(Collected data)
────

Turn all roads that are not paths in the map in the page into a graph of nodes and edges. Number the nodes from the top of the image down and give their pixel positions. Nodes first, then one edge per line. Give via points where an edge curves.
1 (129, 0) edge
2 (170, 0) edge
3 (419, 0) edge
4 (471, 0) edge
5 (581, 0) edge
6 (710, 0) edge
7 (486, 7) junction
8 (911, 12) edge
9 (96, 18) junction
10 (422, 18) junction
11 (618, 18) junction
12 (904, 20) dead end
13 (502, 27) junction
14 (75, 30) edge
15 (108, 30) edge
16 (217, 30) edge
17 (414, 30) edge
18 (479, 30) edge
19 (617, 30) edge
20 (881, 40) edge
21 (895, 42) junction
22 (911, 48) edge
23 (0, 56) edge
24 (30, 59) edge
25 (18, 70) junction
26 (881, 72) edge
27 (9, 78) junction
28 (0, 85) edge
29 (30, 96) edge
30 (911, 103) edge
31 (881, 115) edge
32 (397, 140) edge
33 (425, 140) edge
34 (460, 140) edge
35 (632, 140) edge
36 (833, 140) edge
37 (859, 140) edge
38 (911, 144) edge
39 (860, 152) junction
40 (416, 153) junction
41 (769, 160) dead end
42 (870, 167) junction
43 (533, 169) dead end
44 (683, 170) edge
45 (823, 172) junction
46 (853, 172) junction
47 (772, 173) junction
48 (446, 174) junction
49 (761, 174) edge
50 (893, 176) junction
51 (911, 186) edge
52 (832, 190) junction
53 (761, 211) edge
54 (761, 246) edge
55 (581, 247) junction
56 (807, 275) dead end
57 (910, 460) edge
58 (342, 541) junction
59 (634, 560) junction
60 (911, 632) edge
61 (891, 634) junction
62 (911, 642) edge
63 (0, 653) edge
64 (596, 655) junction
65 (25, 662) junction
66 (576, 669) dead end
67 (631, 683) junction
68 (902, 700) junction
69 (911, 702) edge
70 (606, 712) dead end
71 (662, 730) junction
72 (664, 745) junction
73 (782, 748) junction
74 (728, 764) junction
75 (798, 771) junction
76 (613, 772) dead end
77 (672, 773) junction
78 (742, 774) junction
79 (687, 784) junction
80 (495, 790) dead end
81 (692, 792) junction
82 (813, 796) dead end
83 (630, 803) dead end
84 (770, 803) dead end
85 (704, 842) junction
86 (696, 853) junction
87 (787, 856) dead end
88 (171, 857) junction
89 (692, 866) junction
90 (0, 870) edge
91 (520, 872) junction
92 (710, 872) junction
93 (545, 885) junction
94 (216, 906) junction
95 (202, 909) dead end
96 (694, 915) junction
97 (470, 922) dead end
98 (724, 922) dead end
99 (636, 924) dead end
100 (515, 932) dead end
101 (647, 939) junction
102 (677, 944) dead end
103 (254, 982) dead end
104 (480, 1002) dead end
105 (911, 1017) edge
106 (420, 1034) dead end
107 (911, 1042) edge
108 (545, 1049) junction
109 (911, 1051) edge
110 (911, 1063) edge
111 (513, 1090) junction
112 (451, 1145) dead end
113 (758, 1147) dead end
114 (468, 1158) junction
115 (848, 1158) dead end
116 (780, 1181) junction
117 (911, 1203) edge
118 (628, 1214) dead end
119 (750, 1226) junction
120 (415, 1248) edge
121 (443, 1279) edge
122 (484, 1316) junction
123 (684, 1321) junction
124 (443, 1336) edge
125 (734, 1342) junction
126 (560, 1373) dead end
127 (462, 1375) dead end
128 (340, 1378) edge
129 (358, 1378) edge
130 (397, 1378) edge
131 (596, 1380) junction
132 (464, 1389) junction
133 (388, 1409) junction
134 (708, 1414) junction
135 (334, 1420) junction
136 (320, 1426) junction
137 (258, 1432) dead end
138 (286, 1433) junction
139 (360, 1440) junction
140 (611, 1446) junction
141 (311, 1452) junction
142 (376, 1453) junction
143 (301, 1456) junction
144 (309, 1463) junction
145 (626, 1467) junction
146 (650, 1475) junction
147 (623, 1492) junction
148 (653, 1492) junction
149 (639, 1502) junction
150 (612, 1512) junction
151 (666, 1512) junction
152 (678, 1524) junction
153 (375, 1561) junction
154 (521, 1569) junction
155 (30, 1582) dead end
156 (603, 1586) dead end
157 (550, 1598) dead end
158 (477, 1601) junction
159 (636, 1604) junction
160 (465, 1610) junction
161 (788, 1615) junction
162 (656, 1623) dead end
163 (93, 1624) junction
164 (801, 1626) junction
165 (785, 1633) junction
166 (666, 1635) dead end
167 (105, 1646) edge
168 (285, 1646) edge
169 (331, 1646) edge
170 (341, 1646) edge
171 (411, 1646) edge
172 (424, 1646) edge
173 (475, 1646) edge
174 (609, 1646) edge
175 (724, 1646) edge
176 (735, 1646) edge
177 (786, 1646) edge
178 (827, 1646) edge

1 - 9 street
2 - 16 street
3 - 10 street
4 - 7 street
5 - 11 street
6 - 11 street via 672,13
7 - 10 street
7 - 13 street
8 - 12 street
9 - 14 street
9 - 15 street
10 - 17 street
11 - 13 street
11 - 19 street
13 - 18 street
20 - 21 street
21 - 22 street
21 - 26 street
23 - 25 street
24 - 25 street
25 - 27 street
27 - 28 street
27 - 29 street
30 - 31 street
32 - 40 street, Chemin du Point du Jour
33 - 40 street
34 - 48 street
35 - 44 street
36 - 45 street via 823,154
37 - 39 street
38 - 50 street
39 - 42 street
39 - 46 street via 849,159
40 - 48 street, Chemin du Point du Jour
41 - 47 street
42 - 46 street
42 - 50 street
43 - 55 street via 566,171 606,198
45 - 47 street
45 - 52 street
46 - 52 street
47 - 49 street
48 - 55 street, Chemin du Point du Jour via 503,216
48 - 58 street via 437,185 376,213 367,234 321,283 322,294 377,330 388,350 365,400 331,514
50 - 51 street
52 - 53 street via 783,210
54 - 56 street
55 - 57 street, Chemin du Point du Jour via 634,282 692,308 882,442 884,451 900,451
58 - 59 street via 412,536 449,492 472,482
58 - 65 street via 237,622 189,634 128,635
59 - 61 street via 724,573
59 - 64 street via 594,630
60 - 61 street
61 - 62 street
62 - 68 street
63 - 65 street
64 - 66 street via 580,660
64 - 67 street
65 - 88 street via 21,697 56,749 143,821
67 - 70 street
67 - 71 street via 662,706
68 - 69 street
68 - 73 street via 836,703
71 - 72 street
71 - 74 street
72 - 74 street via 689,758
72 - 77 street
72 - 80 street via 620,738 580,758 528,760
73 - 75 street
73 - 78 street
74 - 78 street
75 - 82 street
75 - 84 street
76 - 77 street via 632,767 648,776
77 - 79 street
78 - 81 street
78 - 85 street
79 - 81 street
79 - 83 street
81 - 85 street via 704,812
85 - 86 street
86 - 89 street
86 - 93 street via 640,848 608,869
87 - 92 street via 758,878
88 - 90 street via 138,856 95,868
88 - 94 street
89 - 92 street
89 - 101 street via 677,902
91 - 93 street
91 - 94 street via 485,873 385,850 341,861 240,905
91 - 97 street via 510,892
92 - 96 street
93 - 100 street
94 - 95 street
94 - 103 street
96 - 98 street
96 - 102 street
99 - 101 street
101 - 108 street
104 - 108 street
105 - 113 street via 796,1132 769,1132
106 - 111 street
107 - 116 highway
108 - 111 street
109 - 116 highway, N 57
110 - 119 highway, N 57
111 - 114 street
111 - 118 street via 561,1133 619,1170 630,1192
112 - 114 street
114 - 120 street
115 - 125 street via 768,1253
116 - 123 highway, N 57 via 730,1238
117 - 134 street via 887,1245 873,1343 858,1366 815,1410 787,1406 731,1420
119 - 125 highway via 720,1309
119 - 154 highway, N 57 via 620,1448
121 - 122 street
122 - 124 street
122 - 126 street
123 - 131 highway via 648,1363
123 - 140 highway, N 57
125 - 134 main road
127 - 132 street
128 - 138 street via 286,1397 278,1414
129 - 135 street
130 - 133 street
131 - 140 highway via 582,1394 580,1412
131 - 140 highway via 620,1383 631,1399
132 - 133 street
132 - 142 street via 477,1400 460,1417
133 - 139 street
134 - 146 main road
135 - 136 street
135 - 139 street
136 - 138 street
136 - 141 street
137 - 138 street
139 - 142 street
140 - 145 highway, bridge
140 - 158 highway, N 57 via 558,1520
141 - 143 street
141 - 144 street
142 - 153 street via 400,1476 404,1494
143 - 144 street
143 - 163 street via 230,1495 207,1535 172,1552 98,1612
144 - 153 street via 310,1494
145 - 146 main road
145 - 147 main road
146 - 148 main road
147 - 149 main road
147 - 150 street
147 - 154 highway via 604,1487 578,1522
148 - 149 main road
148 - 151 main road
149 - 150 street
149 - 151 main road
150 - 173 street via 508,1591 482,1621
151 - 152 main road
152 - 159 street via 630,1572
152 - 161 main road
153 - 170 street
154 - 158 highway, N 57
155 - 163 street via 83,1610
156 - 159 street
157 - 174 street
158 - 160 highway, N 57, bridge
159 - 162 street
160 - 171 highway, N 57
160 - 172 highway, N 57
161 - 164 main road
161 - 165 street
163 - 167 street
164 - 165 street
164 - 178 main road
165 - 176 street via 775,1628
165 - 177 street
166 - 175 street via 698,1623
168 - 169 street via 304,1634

────

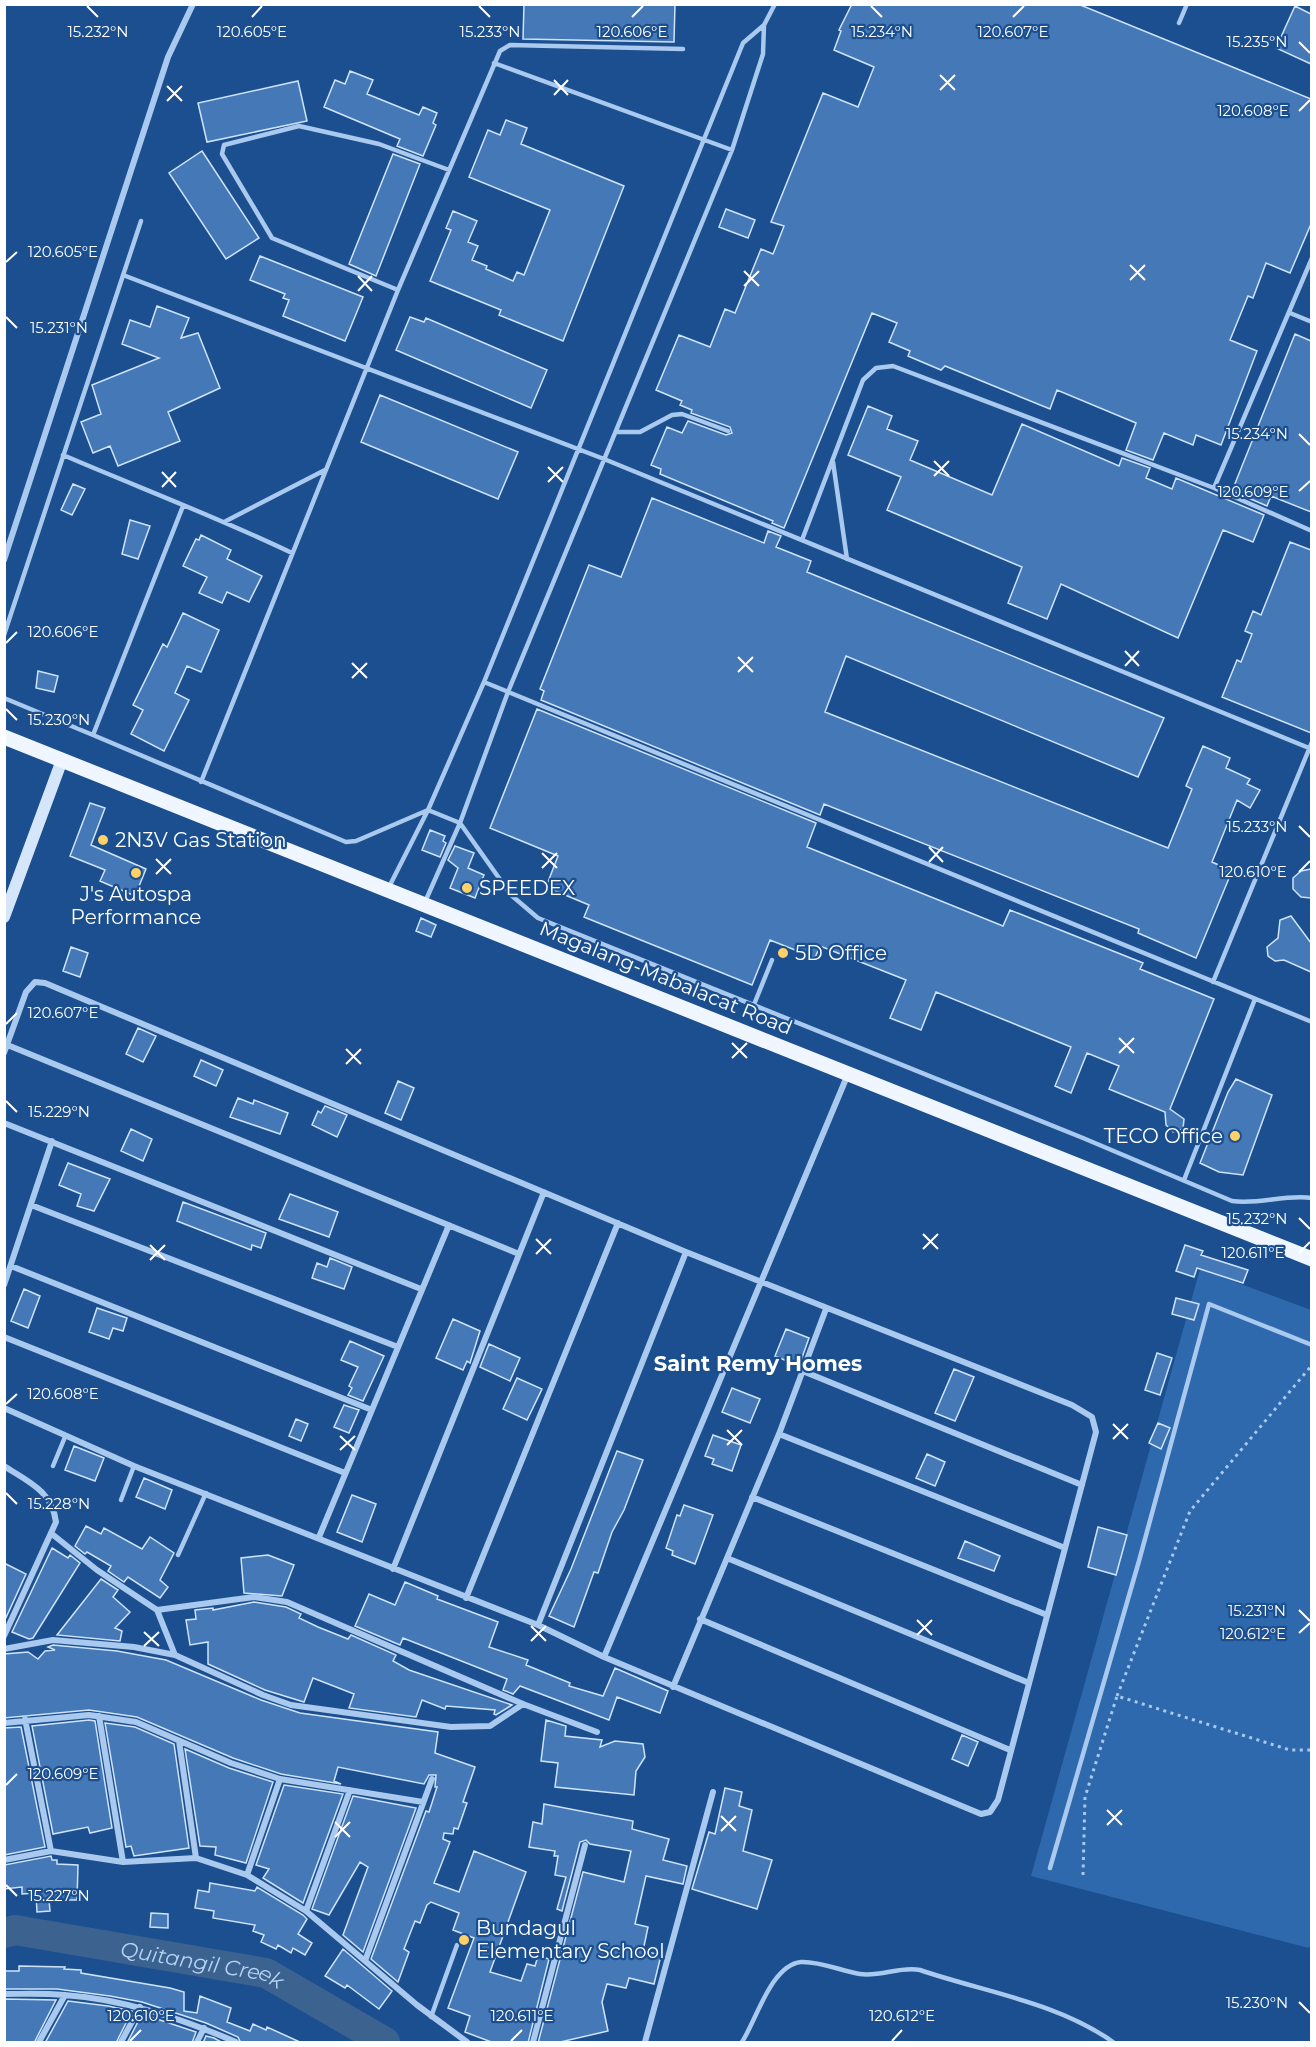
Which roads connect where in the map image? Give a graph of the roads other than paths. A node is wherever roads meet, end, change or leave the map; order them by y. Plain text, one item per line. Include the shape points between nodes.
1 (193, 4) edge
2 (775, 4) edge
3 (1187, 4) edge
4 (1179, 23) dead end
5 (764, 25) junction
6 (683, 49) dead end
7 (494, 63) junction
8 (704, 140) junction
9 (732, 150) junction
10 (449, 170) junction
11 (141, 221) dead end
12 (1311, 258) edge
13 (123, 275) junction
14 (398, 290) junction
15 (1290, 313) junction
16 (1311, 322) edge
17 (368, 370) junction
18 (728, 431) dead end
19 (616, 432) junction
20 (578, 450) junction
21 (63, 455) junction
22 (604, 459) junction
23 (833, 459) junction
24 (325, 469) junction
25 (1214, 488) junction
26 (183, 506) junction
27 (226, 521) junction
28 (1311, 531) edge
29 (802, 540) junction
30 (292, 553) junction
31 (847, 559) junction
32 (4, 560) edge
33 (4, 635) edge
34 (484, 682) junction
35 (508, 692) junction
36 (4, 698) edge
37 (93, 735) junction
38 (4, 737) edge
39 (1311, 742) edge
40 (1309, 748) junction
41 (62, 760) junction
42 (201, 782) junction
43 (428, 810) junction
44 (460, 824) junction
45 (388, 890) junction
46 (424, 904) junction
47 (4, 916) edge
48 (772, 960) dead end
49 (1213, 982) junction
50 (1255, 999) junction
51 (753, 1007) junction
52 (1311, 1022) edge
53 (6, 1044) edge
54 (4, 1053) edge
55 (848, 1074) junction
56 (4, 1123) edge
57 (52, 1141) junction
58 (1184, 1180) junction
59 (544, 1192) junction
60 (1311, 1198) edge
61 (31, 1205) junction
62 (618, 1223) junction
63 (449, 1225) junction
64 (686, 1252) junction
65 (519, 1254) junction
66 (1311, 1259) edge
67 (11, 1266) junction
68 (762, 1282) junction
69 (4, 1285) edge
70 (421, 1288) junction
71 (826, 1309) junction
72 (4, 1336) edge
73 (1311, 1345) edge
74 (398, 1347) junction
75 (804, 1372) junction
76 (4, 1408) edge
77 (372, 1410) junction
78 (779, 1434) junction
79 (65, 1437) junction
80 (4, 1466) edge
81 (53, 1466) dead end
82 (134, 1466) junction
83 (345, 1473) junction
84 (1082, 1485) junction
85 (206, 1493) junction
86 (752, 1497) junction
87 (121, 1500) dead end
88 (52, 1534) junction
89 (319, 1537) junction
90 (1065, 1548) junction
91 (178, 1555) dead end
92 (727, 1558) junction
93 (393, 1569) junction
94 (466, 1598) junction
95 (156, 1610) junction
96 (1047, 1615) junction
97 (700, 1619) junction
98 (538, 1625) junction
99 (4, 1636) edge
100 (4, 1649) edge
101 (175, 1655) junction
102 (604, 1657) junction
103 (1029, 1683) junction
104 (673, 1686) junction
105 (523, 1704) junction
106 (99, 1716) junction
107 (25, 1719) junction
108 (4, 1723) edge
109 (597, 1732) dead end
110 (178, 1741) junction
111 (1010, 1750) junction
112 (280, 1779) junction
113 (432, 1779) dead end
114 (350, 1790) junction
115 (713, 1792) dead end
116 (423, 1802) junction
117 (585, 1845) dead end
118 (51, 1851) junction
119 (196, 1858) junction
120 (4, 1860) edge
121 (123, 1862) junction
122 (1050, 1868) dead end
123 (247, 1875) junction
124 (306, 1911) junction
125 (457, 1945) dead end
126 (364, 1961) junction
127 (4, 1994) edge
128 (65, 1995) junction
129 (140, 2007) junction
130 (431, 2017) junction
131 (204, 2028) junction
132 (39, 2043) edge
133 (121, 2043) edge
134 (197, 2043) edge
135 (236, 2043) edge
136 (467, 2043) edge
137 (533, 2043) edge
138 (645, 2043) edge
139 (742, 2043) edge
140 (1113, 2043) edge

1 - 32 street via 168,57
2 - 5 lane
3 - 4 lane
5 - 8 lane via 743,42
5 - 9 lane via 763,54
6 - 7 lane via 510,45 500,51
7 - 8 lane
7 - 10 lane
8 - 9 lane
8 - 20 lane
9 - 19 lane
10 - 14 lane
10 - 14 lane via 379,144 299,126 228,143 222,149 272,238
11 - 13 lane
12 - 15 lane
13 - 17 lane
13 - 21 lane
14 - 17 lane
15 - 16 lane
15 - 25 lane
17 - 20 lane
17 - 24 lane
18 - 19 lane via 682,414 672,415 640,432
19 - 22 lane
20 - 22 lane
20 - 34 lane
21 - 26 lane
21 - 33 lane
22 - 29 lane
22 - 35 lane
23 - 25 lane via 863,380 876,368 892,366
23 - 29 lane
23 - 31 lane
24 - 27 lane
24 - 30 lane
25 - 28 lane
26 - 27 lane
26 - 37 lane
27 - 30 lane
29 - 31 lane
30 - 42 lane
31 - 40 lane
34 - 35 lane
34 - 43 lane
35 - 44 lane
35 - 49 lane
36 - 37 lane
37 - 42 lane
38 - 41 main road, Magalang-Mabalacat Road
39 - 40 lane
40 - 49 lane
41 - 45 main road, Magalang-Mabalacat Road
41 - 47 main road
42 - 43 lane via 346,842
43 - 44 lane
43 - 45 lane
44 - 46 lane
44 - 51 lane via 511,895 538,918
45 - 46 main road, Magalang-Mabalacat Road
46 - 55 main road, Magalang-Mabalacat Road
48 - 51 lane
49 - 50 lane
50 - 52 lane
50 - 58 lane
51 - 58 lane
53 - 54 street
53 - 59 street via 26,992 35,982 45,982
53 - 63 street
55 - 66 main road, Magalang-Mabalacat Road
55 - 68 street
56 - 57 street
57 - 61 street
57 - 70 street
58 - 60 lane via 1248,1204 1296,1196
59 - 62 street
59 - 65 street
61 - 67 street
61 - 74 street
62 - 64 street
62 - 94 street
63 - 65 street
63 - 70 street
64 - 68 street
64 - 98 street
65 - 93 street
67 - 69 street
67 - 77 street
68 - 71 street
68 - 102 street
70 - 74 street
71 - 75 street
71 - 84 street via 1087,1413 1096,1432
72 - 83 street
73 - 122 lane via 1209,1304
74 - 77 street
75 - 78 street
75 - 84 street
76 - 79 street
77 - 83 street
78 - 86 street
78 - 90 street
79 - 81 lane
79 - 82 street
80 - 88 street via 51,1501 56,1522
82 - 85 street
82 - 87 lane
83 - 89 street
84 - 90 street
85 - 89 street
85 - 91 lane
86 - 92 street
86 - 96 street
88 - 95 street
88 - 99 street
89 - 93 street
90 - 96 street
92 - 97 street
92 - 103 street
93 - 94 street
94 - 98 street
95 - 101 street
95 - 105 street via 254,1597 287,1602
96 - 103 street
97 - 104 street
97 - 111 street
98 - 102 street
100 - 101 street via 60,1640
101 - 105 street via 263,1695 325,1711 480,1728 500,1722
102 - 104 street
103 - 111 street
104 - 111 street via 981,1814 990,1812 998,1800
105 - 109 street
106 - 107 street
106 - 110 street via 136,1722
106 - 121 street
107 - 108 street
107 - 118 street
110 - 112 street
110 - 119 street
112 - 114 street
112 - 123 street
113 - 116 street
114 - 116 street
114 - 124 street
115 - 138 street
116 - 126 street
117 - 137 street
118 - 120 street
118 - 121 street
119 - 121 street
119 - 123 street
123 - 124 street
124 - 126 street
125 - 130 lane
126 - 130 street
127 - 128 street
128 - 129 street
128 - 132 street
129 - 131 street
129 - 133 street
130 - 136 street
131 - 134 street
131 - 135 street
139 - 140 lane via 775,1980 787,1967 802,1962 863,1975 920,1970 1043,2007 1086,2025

────

▸ **Exercise brief**:
For each line above that contains the word "Chemin", copy that line.

▸ **Solution to this problem**:
32 - 40 street, Chemin du Point du Jour
40 - 48 street, Chemin du Point du Jour
48 - 55 street, Chemin du Point du Jour via 503,216
55 - 57 street, Chemin du Point du Jour via 634,282 692,308 882,442 884,451 900,451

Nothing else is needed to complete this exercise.